ボードの長さが私の身長ぐらいあり、幅も十分にあるので安定感は抜群だ。普通の人なら、立ち上がって真っ直ぐ走ることくらいなら、すぐにできると思う。しかし、ボードの下にある「フォイル(水中翼)」に、よって急に浮き上がると話は変わってくる。
初めて浮き上がったとき、相当な高さまで上がったように感じる。恐らく最高に上がっても高さはせいぜい70cm程度だと思うのだが、いきなりボードが浮き上がり、しかも安定感が急激になくなる。全然転びたくないのに、なぜか「転ばなければイケない」ような気になるから不思議だ。
初チャレンジのときは、フォイルが浮き上がると必ず転んだ。不安定? 乗り心地? それ以前に、恐怖感から「居心地」が悪かった。
その心の動きに、自分自身に「ビビるな!」「ふざけるな!」とムキになったとたん、電池の残量が切れてゲームオーバーとなった。バッテリーは約2時間持つといわれていた。このときは、55HEAVENの加藤店長と交代で乗っていたので、私自身が乗ったのは約1時間である。
それにしても悔しい。その悔しさが、「上手く乗れなかった」からなのか、「恐怖心を持った自分」に対してか分からないが、もう一度、挑戦したいと心から思った。そこで、メーカーにお願いし、再チャレンジさせてもらうことにしたのだ。
初挑戦のときは、自分の性格通り、力でねじ伏せる系イケイケ・アクセル全開で派手に吹っ飛んでばかりいた。
もともと、こういった「フォイル(水中翼)」は、サーフィンなどの動力がないボードに対し、魚が泳ぐように推進力に変えるためにある。しかし、この「ウェーブシャーク・フォイル(WaveShark Foil)」にはスクリューが装着されているので、アクセルを握ると自動で進む。
無理にボードを動かさなくても進むことに気付いてからは、強引に乗ろうとせず、バランスを重視してチャレンジした。
無理に浮き上がろうとせず、ボードの挙動を足の裏で感じながら緩やかに浮き上がってみた。すると、転ばないでゆったりと浮遊しながら走り続けることができることに気が付いた。

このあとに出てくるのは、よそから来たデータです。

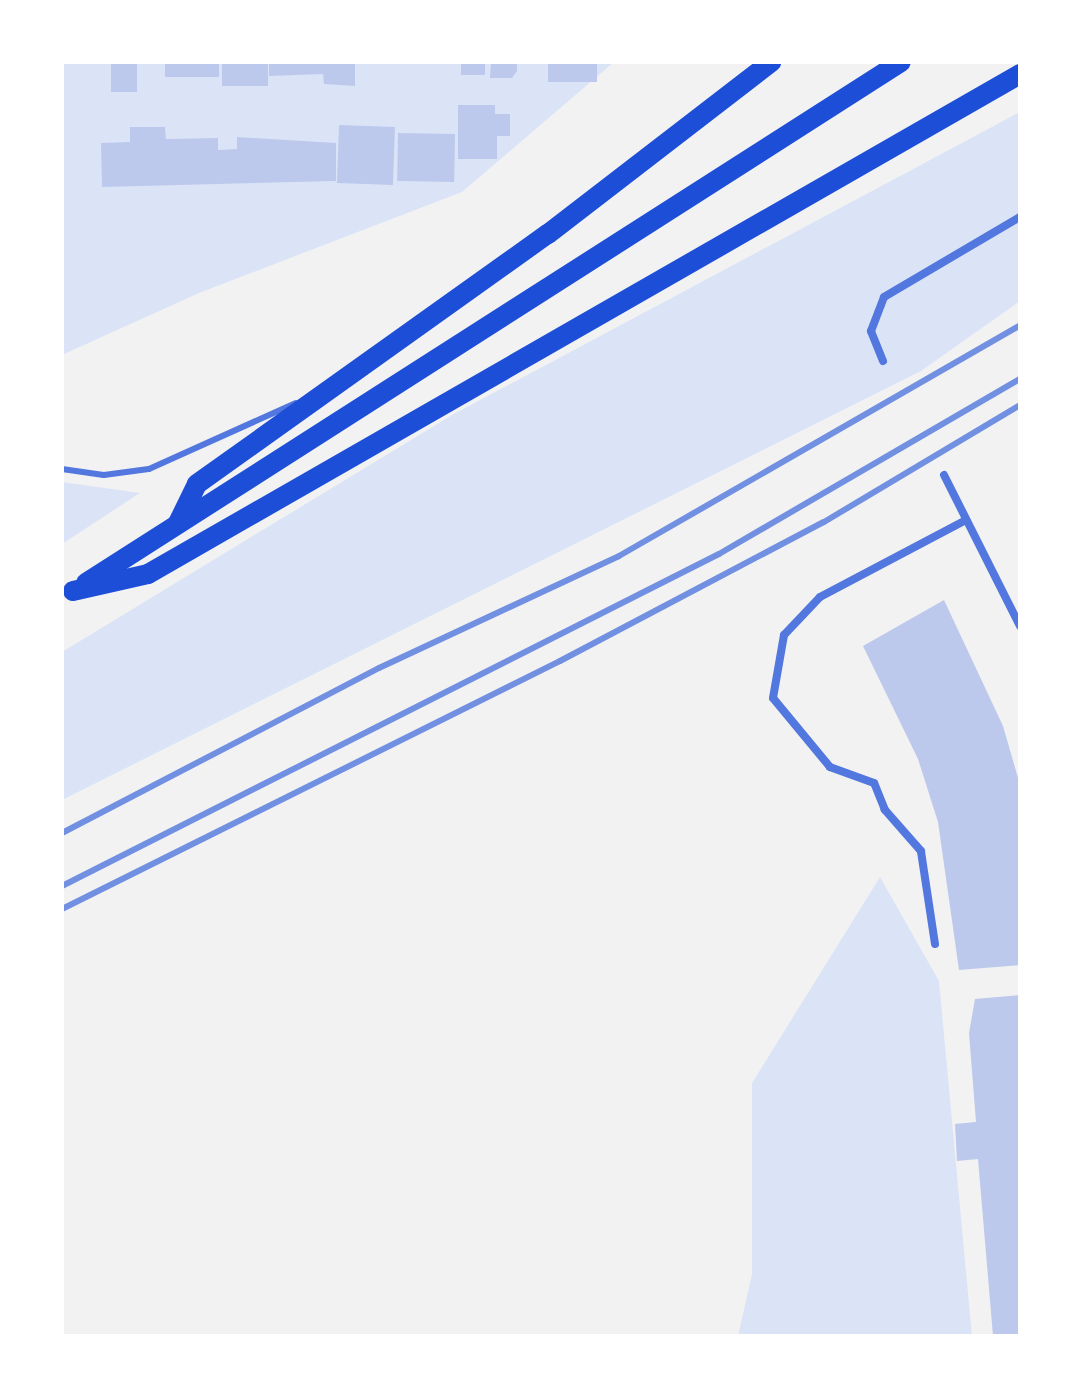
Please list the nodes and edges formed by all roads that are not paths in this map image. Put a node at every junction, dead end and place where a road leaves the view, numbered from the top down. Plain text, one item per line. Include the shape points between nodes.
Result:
1 (771, 62) edge
2 (901, 62) edge
3 (1020, 74) edge
4 (1020, 217) edge
5 (883, 361) dead end
6 (336, 385) junction
7 (62, 469) edge
8 (944, 475) dead end
9 (966, 520) junction
10 (178, 524) junction
11 (68, 595) edge
12 (1020, 626) edge
13 (935, 944) dead end

1 - 6 main road
2 - 10 main road
3 - 11 main road via 148,574
4 - 5 street via 884,297 871,331
6 - 7 lane via 149,469 104,475
6 - 10 main road via 197,484
8 - 9 street
9 - 12 street
9 - 13 street via 820,597 784,635 773,698 830,767 874,783 885,810 921,851
10 - 11 main road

ある一定の角度で浮き上がると、驚くほど急激に上昇する。
ずっと浮き上がりながら走り続けたいのだが、これが意外と難しい!
緩やかに水面に着水して、また浮き上がるという動作を何度も繰り返す。そうこうしているうちに、だんだんボードの動きに慣れてきた。

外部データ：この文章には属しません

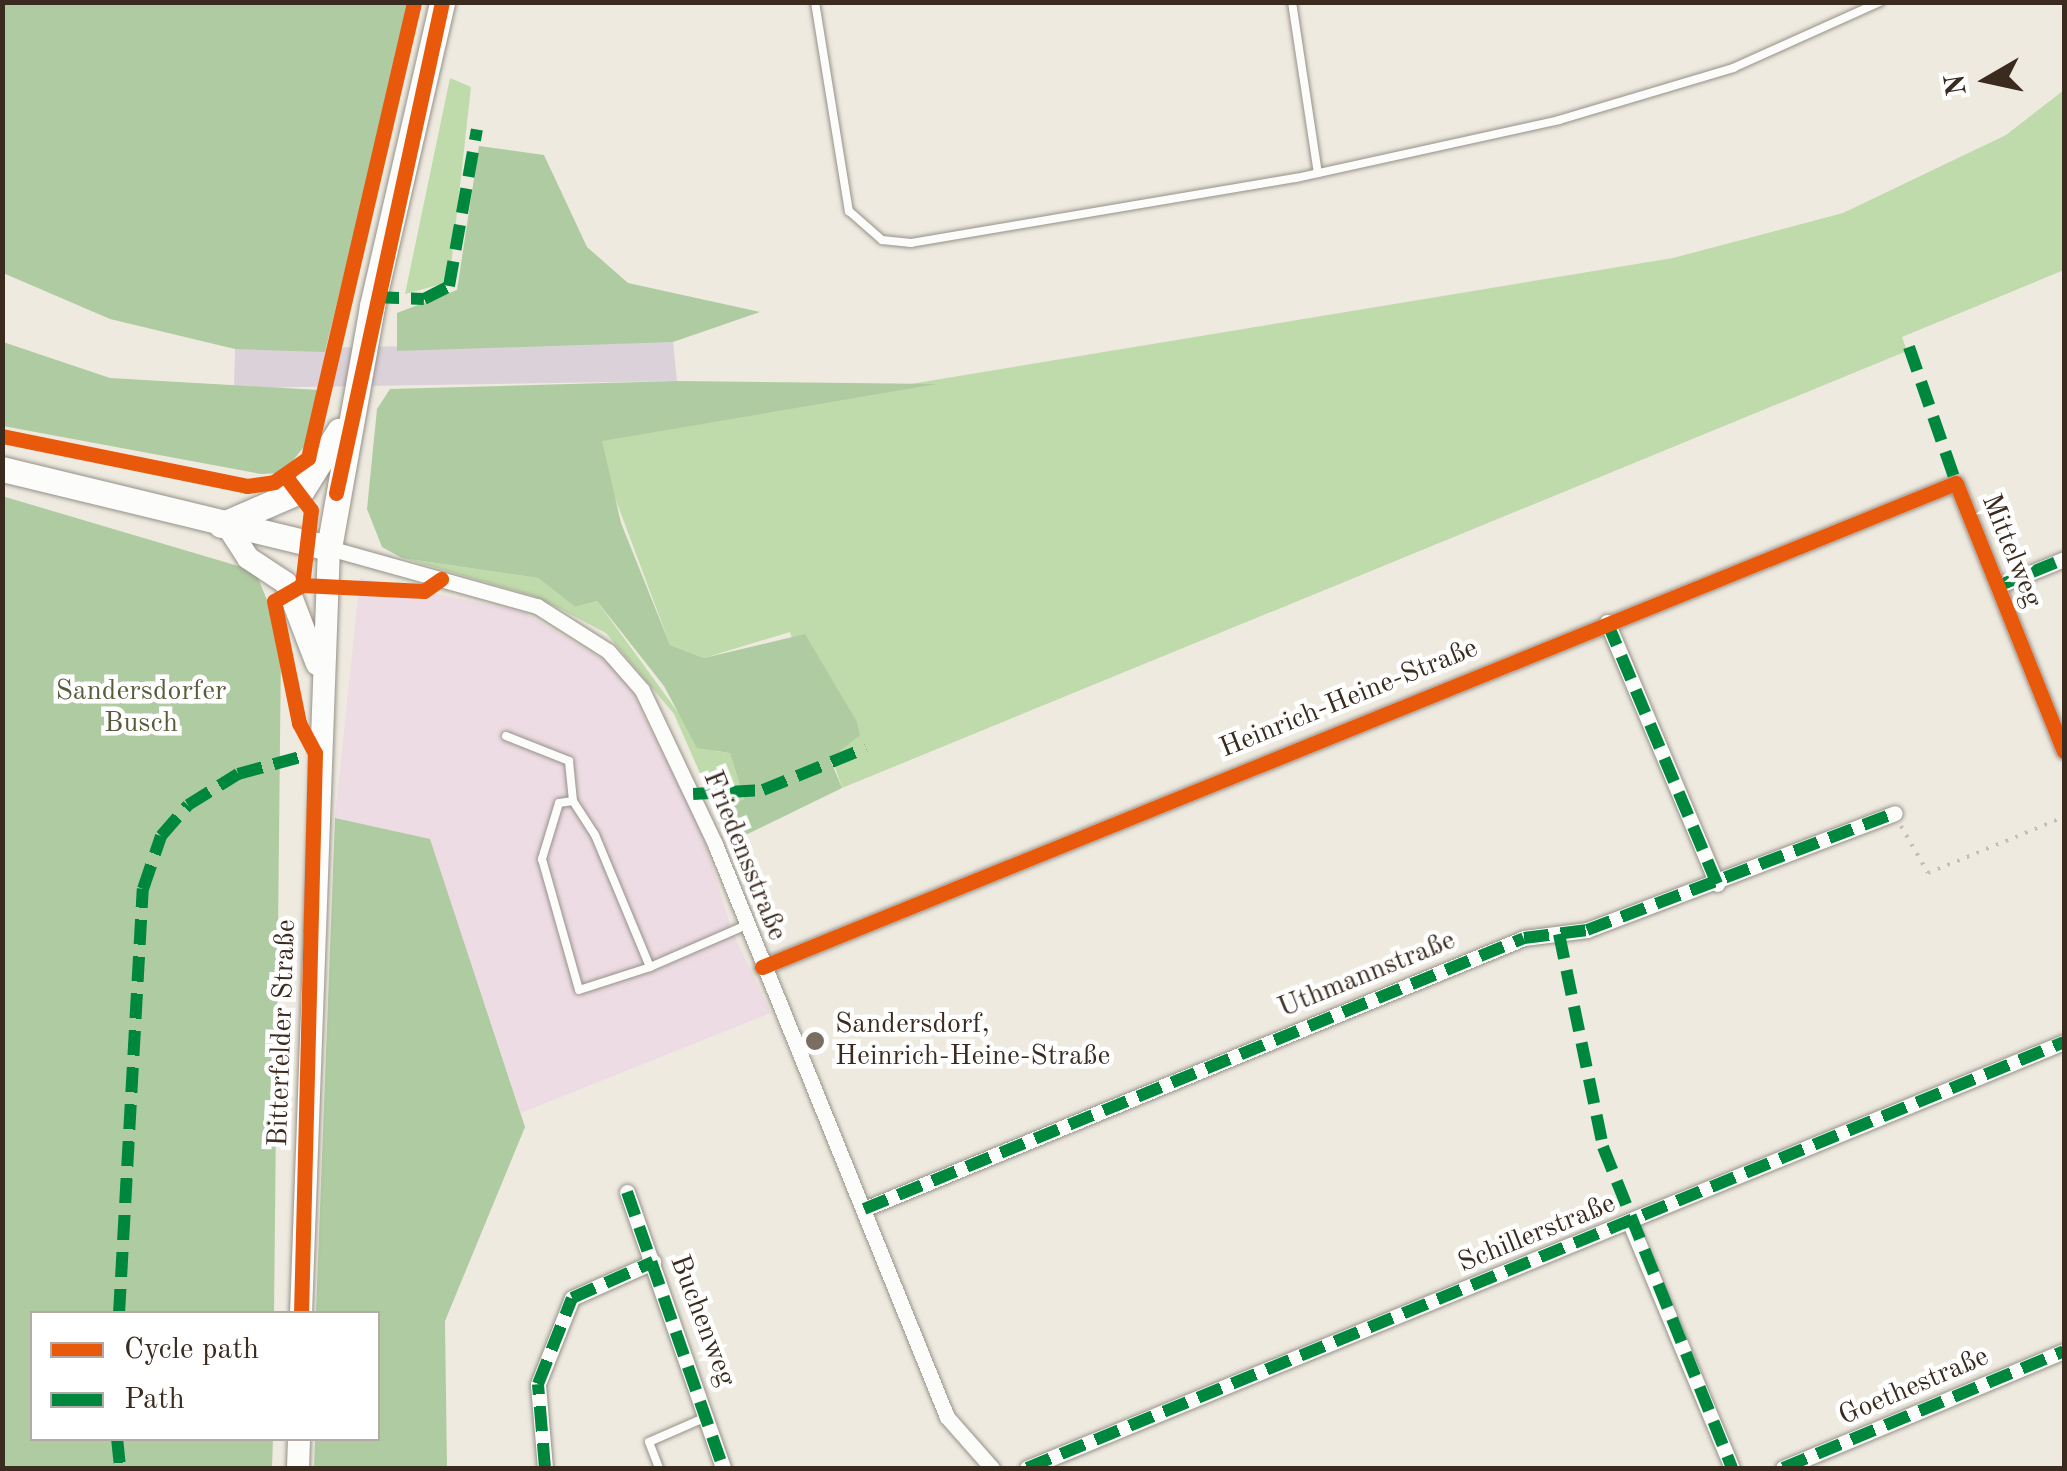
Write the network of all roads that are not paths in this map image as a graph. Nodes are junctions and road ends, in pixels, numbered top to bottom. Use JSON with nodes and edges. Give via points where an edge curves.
{"nodes":[{"id":1,"x":442,"y":2,"type":"edge"},
{"id":2,"x":816,"y":2,"type":"edge"},
{"id":3,"x":1292,"y":2,"type":"edge"},
{"id":4,"x":1856,"y":2,"type":"edge"},
{"id":5,"x":1880,"y":2,"type":"edge"},
{"id":6,"x":1853,"y":16,"type":"junction"},
{"id":7,"x":1318,"y":173,"type":"junction"},
{"id":8,"x":350,"y":413,"type":"junction"},
{"id":9,"x":2,"y":469,"type":"edge"},
{"id":10,"x":1956,"y":482,"type":"joint"},
{"id":11,"x":225,"y":526,"type":"junction"},
{"id":12,"x":329,"y":548,"type":"junction"},
{"id":13,"x":2064,"y":559,"type":"edge"},
{"id":14,"x":1998,"y":586,"type":"junction"},
{"id":15,"x":1608,"y":622,"type":"junction"},
{"id":16,"x":318,"y":668,"type":"junction"},
{"id":17,"x":506,"y":736,"type":"dead end"},
{"id":18,"x":2064,"y":750,"type":"edge"},
{"id":19,"x":573,"y":800,"type":"junction"},
{"id":20,"x":1894,"y":813,"type":"road end"},
{"id":21,"x":1717,"y":884,"type":"junction"},
{"id":22,"x":742,"y":926,"type":"junction"},
{"id":23,"x":650,"y":966,"type":"junction"},
{"id":24,"x":762,"y":966,"type":"junction"},
{"id":25,"x":2064,"y":1042,"type":"edge"},
{"id":26,"x":627,"y":1192,"type":"dead end"},
{"id":27,"x":864,"y":1209,"type":"junction"},
{"id":28,"x":1630,"y":1223,"type":"junction"},
{"id":29,"x":653,"y":1262,"type":"junction"},
{"id":30,"x":301,"y":1311,"type":"edge"},
{"id":31,"x":2064,"y":1351,"type":"edge"},
{"id":32,"x":708,"y":1416,"type":"junction"},
{"id":33,"x":299,"y":1441,"type":"edge"},
{"id":34,"x":298,"y":1468,"type":"edge"},
{"id":35,"x":545,"y":1468,"type":"edge"},
{"id":36,"x":659,"y":1468,"type":"edge"},
{"id":37,"x":723,"y":1468,"type":"edge"},
{"id":38,"x":992,"y":1468,"type":"edge"},
{"id":39,"x":1026,"y":1468,"type":"edge"},
{"id":40,"x":1732,"y":1468,"type":"edge"},
{"id":41,"x":1783,"y":1468,"type":"edge"}],
"edges":[{"from":1,"to":8,"type":"main road"},
{"from":2,"to":7,"type":"lane","via":[[849,212],[882,240],[911,243]]},
{"from":3,"to":7,"type":"lane"},
{"from":4,"to":6,"type":"lane"},
{"from":5,"to":6,"type":"lane"},
{"from":6,"to":7,"type":"lane","via":[[1654,93]]},
{"from":8,"to":11,"type":"main road","via":[[302,490]]},
{"from":8,"to":12,"type":"main road"},
{"from":9,"to":11,"type":"main road"},
{"from":10,"to":14,"type":"street","name":"Mittelweg"},
{"from":10,"to":15,"type":"street","name":"Heinrich-Heine-Straße"},
{"from":11,"to":12,"type":"main road"},
{"from":11,"to":16,"type":"street","via":[[248,558],[286,583]]},
{"from":12,"to":16,"type":"street","name":"Bitterfelder Straße"},
{"from":12,"to":22,"type":"street","name":"Friedensstraße","via":[[537,606],[608,651],[662,725]]},
{"from":13,"to":14,"type":"street"},
{"from":14,"to":18,"type":"street","name":"Mittelweg"},
{"from":15,"to":21,"type":"street"},
{"from":15,"to":24,"type":"street","name":"Heinrich-Heine-Straße"},
{"from":16,"to":30,"type":"street","name":"Bitterfelder Straße"},
{"from":17,"to":19,"type":"lane","via":[[569,761]]},
{"from":19,"to":23,"type":"lane"},
{"from":19,"to":23,"type":"lane","via":[[559,803],[542,859],[579,990]]},
{"from":20,"to":21,"type":"street","name":"Uthmannstraße"},
{"from":21,"to":27,"type":"street","name":"Uthmannstraße","via":[[1572,935],[1524,938]]},
{"from":22,"to":23,"type":"lane"},
{"from":22,"to":24,"type":"street","name":"Friedensstraße"},
{"from":24,"to":27,"type":"street","name":"Friedensstraße"},
{"from":25,"to":28,"type":"street","name":"Schillerstraße"},
{"from":26,"to":29,"type":"street","name":"Buchenweg"},
{"from":27,"to":38,"type":"street","name":"Friedensstraße","via":[[947,1417]]},
{"from":28,"to":39,"type":"street","name":"Schillerstraße"},
{"from":28,"to":40,"type":"street"},
{"from":29,"to":32,"type":"street","name":"Buchenweg"},
{"from":29,"to":35,"type":"street","via":[[572,1298],[538,1384]]},
{"from":31,"to":41,"type":"street","name":"Goethestraße"},
{"from":32,"to":36,"type":"lane","via":[[649,1442]]},
{"from":32,"to":37,"type":"street","name":"Buchenweg"},
{"from":33,"to":34,"type":"street"}]}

「このくらいのスピードだと……」「この角度だと……」と、確認しながら走り、挙動に慣れていくと、だんだんと慌てふためくケースがなくなってきた。浮き上がっては着水、また浮き上がって、という練習しているうちに吹っ飛ばなくなった。
立って普通に乗れるようになったら、次は浮遊走行だ。
まだチャレンジ2度目の私には、意図的に「少しだけ」浮き上がらせることは無理である。
水中のフォイル角度によってボードが浮き上がるのだが、加減ができない。この浮き上がる瞬間、ボードに言いたいことは「そんなに上がるな!」である。
高く浮き上がらなければ、転ばないし安心して走っていられる。
しかし、体重のかけ方で、勝手に浮き上がってしまうのだ。最高速度が出ているときにMAXの高さに上がってしまい、コントロールできずにバランスを崩し、何度か派手に大きく吹っ飛んだ。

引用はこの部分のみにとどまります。